Please copy each line of the records below that holds the word "other".

━━━━━ MATERIAL PROVIDED ━━━━━

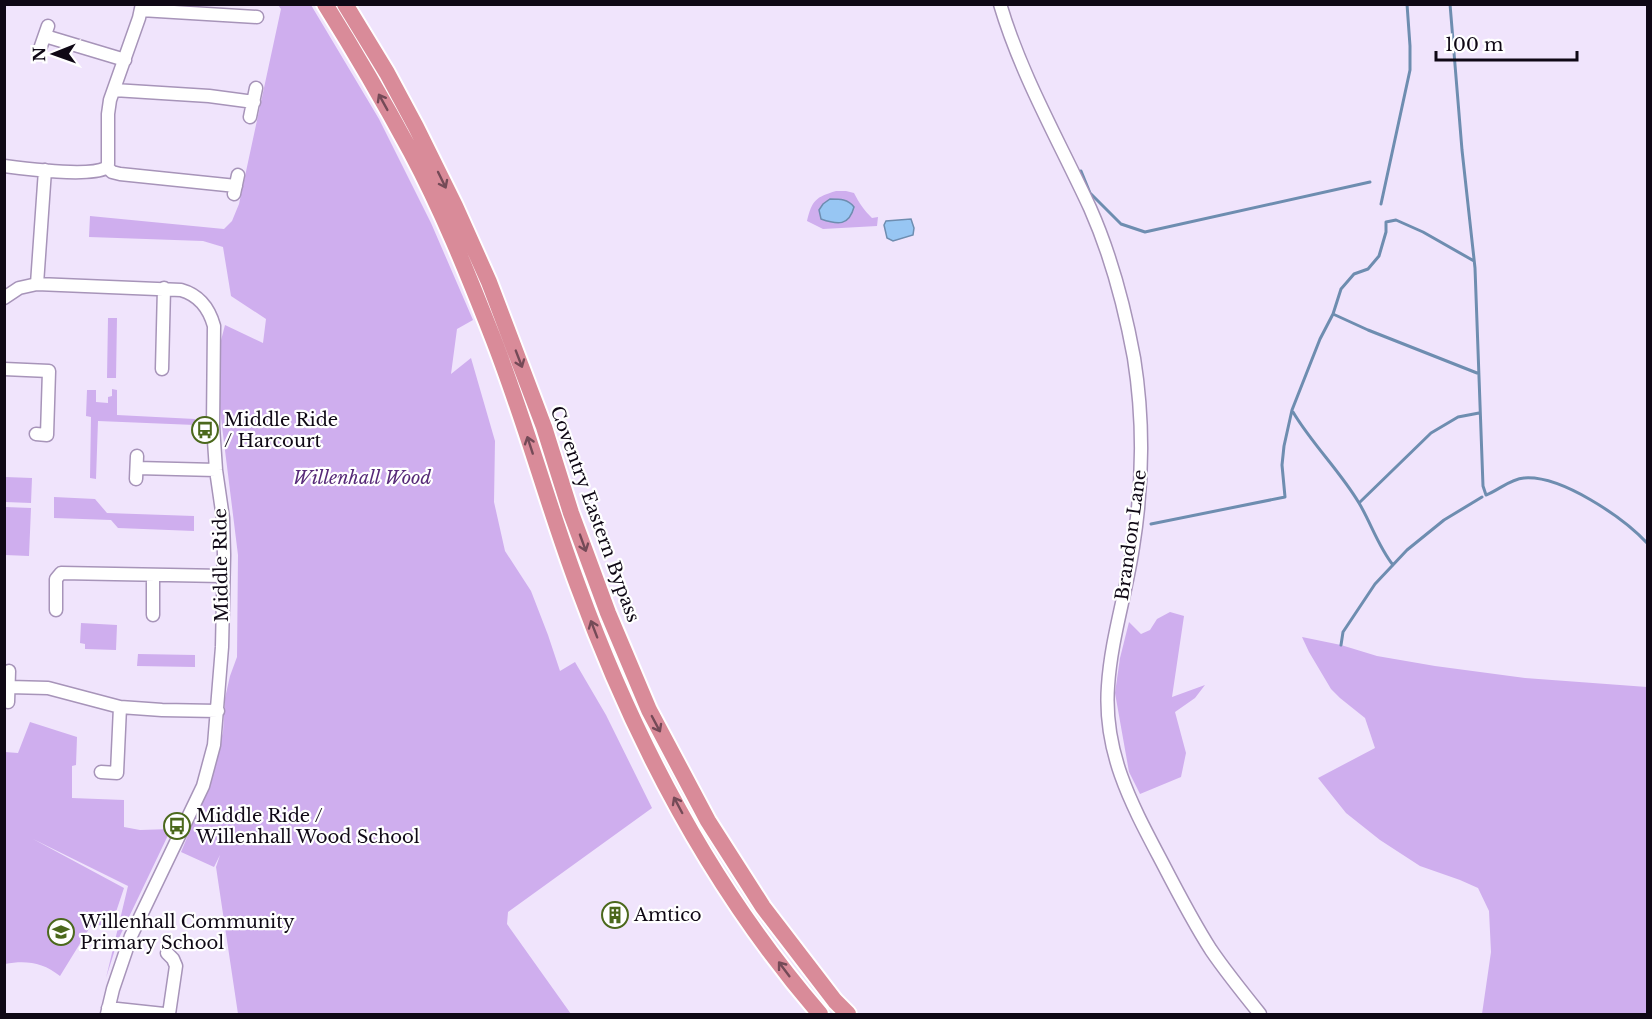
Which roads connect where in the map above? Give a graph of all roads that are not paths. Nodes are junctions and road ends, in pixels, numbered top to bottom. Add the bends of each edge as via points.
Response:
1 (325, 4) edge
2 (345, 4) edge
3 (1000, 4) edge
4 (142, 7) edge
5 (248, 12) edge
6 (45, 36) dead end
7 (124, 60) junction
8 (256, 88) dead end
9 (114, 90) junction
10 (254, 102) junction
11 (250, 117) dead end
12 (4, 166) edge
13 (107, 167) junction
14 (45, 170) junction
15 (236, 185) dead end
16 (37, 284) junction
17 (164, 288) junction
18 (4, 298) edge
19 (4, 369) edge
20 (162, 369) dead end
21 (36, 434) dead end
22 (137, 468) dead end
23 (216, 470) junction
24 (153, 575) junction
25 (223, 576) junction
26 (56, 610) dead end
27 (153, 615) dead end
28 (9, 671) dead end
29 (9, 687) junction
30 (8, 702) dead end
31 (120, 707) junction
32 (218, 711) junction
33 (101, 772) dead end
34 (167, 953) dead end
35 (107, 1011) edge
36 (164, 1014) edge
37 (169, 1014) edge
38 (820, 1014) edge
39 (848, 1014) edge
40 (1260, 1014) edge

38 -> 1 highway, Coventry Eastern Bypass via 756,932 701,848 649,753 577,585 492,335 440,212 411,153
2 -> 39 highway, Coventry Eastern Bypass via 416,128 489,282 608,613 649,710 708,821 763,907
3 - 40 street, Brandon Lane via 1106,250 1134,358 1141,447 1140,492 1111,660 1107,716 1111,744 1132,803 1182,899 1219,962
4 - 5 street
4 - 7 street
6 - 7 street
7 - 9 street
8 - 10 street
9 - 10 street
9 - 13 street via 109,107
10 - 11 street
12 - 14 street
13 - 14 street via 93,172
13 - 15 street via 120,174
14 - 16 street
16 - 17 street, Middle Ride
16 - 18 street, Middle Ride
17 - 20 street
17 - 23 street, Middle Ride via 192,294 211,315
19 - 21 street via 49,371 47,435
22 - 23 street
23 - 25 street, Middle Ride via 223,518
24 - 25 street
24 - 26 street via 61,573 56,579
24 - 27 street
25 - 32 street, Middle Ride
28 - 29 street
29 - 30 street
29 - 31 street via 48,688
31 - 32 street
31 - 33 street via 117,773
32 - 35 street, Middle Ride via 203,786 131,936
34 - 37 street via 176,966
35 - 36 street

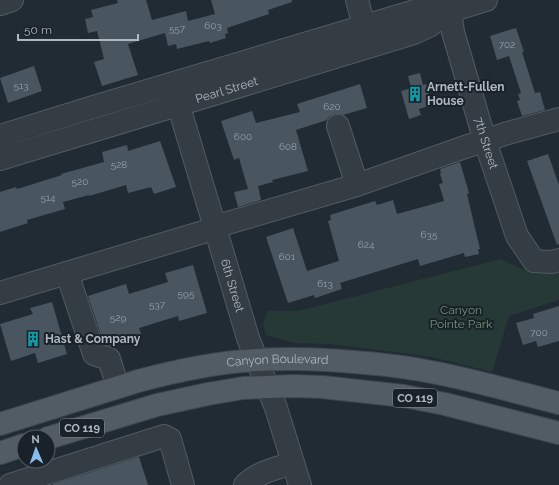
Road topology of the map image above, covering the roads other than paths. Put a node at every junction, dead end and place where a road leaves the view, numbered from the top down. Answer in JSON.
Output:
{"nodes":[{"id":1,"x":12,"y":0,"type":"edge"},
{"id":2,"x":357,"y":0,"type":"edge"},
{"id":3,"x":486,"y":0,"type":"edge"},
{"id":4,"x":0,"y":4,"type":"edge"},
{"id":5,"x":450,"y":11,"type":"junction"},
{"id":6,"x":364,"y":26,"type":"junction"},
{"id":7,"x":172,"y":83,"type":"junction"},
{"id":8,"x":178,"y":105,"type":"junction"},
{"id":9,"x":559,"y":119,"type":"edge"},
{"id":10,"x":338,"y":126,"type":"dead end"},
{"id":11,"x":0,"y":136,"type":"edge"},
{"id":12,"x":485,"y":141,"type":"junction"},
{"id":13,"x":0,"y":159,"type":"edge"},
{"id":14,"x":357,"y":185,"type":"junction"},
{"id":15,"x":214,"y":227,"type":"junction"},
{"id":16,"x":559,"y":260,"type":"edge"},
{"id":17,"x":67,"y":273,"type":"junction"},
{"id":18,"x":0,"y":293,"type":"edge"},
{"id":19,"x":256,"y":360,"type":"junction"},
{"id":20,"x":118,"y":387,"type":"junction"},
{"id":21,"x":267,"y":387,"type":"junction"},
{"id":22,"x":559,"y":403,"type":"edge"},
{"id":23,"x":0,"y":424,"type":"edge"},
{"id":24,"x":559,"y":433,"type":"edge"},
{"id":25,"x":56,"y":436,"type":"edge"},
{"id":26,"x":16,"y":447,"type":"edge"},
{"id":27,"x":1,"y":450,"type":"edge"},
{"id":28,"x":294,"y":463,"type":"junction"},
{"id":29,"x":10,"y":485,"type":"edge"},
{"id":30,"x":183,"y":485,"type":"edge"},
{"id":31,"x":245,"y":485,"type":"edge"},
{"id":32,"x":300,"y":485,"type":"edge"}],
"edges":[{"from":1,"to":4,"type":"street"},
{"from":2,"to":6,"type":"street"},
{"from":3,"to":5,"type":"street","name":"Pearl Street"},
{"from":5,"to":6,"type":"street","name":"Pearl Street"},
{"from":5,"to":8,"type":"street","name":"Pearl Street"},
{"from":5,"to":12,"type":"street","name":"7th Street"},
{"from":6,"to":7,"type":"street","name":"Pearl Street"},
{"from":7,"to":8,"type":"street","name":"6th Street"},
{"from":7,"to":11,"type":"street","name":"Pearl Street"},
{"from":8,"to":13,"type":"street","name":"Pearl Street"},
{"from":8,"to":15,"type":"street","name":"6th Street"},
{"from":9,"to":12,"type":"street"},
{"from":10,"to":14,"type":"street"},
{"from":12,"to":14,"type":"street"},
{"from":12,"to":16,"type":"street","name":"7th Street"},
{"from":14,"to":15,"type":"street"},
{"from":15,"to":17,"type":"street"},
{"from":15,"to":19,"type":"street","name":"6th Street"},
{"from":17,"to":18,"type":"street"},
{"from":17,"to":20,"type":"street"},
{"from":19,"to":20,"type":"main road","name":"Canyon Boulevard","number":"CO 119"},
{"from":19,"to":21,"type":"street","name":"6th Street"},
{"from":19,"to":22,"type":"main road","name":"Canyon Boulevard","number":"CO 119"},
{"from":20,"to":23,"type":"main road","name":"Canyon Boulevard","number":"CO 119"},
{"from":21,"to":24,"type":"main road","name":"Canyon Boulevard","number":"CO 119"},
{"from":21,"to":25,"type":"main road","name":"Canyon Boulevard","number":"CO 119"},
{"from":21,"to":28,"type":"street","name":"6th Street"},
{"from":26,"to":27,"type":"main road"},
{"from":28,"to":31,"type":"street"},
{"from":28,"to":32,"type":"street","name":"6th Street"},
{"from":29,"to":30,"type":"street"}]}
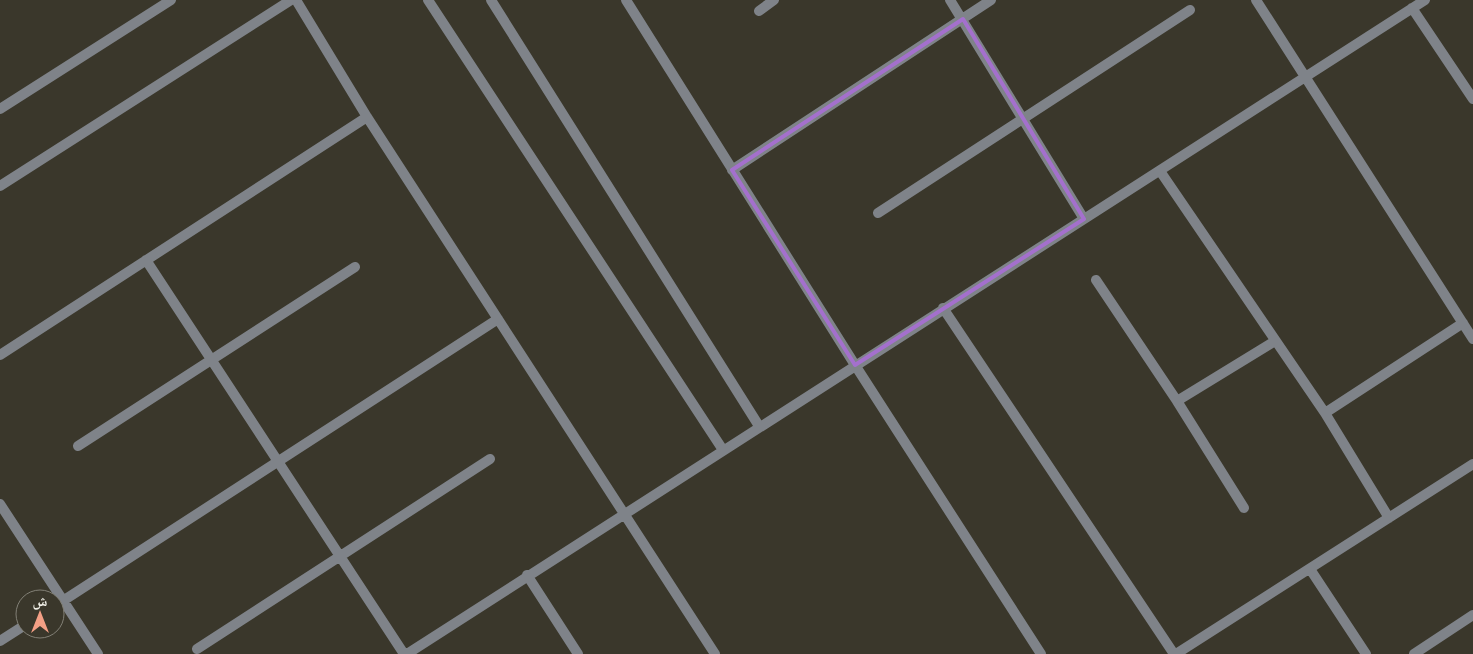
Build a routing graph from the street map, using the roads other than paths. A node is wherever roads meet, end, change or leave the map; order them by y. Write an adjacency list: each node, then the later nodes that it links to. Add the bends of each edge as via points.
1 (171, 0): 12 (street)
2 (291, 0): 24 (street)
3 (296, 0): 20 (street)
4 (428, 0): 42 (street)
5 (491, 0): 40 (street)
6 (626, 0): 22 (street)
7 (774, 0): 15 (street)
8 (950, 0): 16 (street)
9 (991, 0): 16 (street)
10 (1256, 0): 17 (street)
11 (1425, 0): 13 (street)
12 (159, 3): 19 (street)
13 (1412, 8): 17 (street); 18 (street)
14 (1190, 10): 21 (street)
15 (759, 11)
16 (963, 19): 21 (street); 22 (street)
17 (1306, 77): 23 (street); 32 (street)
18 (1473, 99)
19 (0, 109)
20 (367, 117): 27 (street); 31 (street)
21 (1023, 119): 25 (street); 26 (street)
22 (732, 170): 37 (street)
23 (1160, 171): 26 (street); 34 (street)
24 (0, 186)
25 (878, 213)
26 (1084, 219): 30 (street)
27 (146, 260): 35 (street); 36 (street)
28 (355, 267): 36 (street)
29 (1096, 280): 38 (street)
30 (943, 308): 37 (street); 65 (street)
31 (498, 319): 44 (street); 48 (street)
32 (1462, 323): 33 (street); 39 (street)
33 (1473, 339)
34 (1276, 341): 38 (street); 39 (street)
35 (0, 355)
36 (211, 360): 41 (street); 44 (street)
37 (855, 365): 40 (street); 64 (street)
38 (1177, 401): 47 (street)
39 (1325, 413): 49 (street)
40 (759, 426): 42 (street)
41 (78, 446)
42 (723, 450): 48 (street)
43 (490, 459): 50 (street)
44 (278, 462): 50 (street); 54 (street)
45 (1473, 464): 49 (street)
46 (0, 504): 53 (street)
47 (1244, 508)
48 (624, 513): 52 (street); 63 (street)
49 (1389, 518): 51 (street)
50 (340, 556): 59 (street); 61 (street)
51 (1310, 569): 65 (street); 66 (street)
52 (527, 576): 61 (street); 62 (street)
53 (50, 589)
54 (65, 600)
55 (65, 612): 60 (street)
56 (1473, 615): 67 (street)
57 (15, 631): 58 (street)
58 (0, 641)
59 (197, 649)
60 (98, 654)
61 (405, 654)
62 (578, 654)
63 (715, 654)
64 (1041, 654)
65 (1175, 654)
66 (1366, 654)
67 (1414, 654)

━━━━━

_PROBLEM SOLUTION_.
Road topology of the map image above, covering the roads other than paths. Put a node at every junction, dead end and place where a road leaves the view, numbered from the top down. Answer in JSON.
Build a routing graph from the street map, using the roads other than paths. A node is wherever roads meet, end, change or leave the map; order them by y. Write an adjacency list: each node, then the later nodes that it links to. Add the bends of each edge as via points.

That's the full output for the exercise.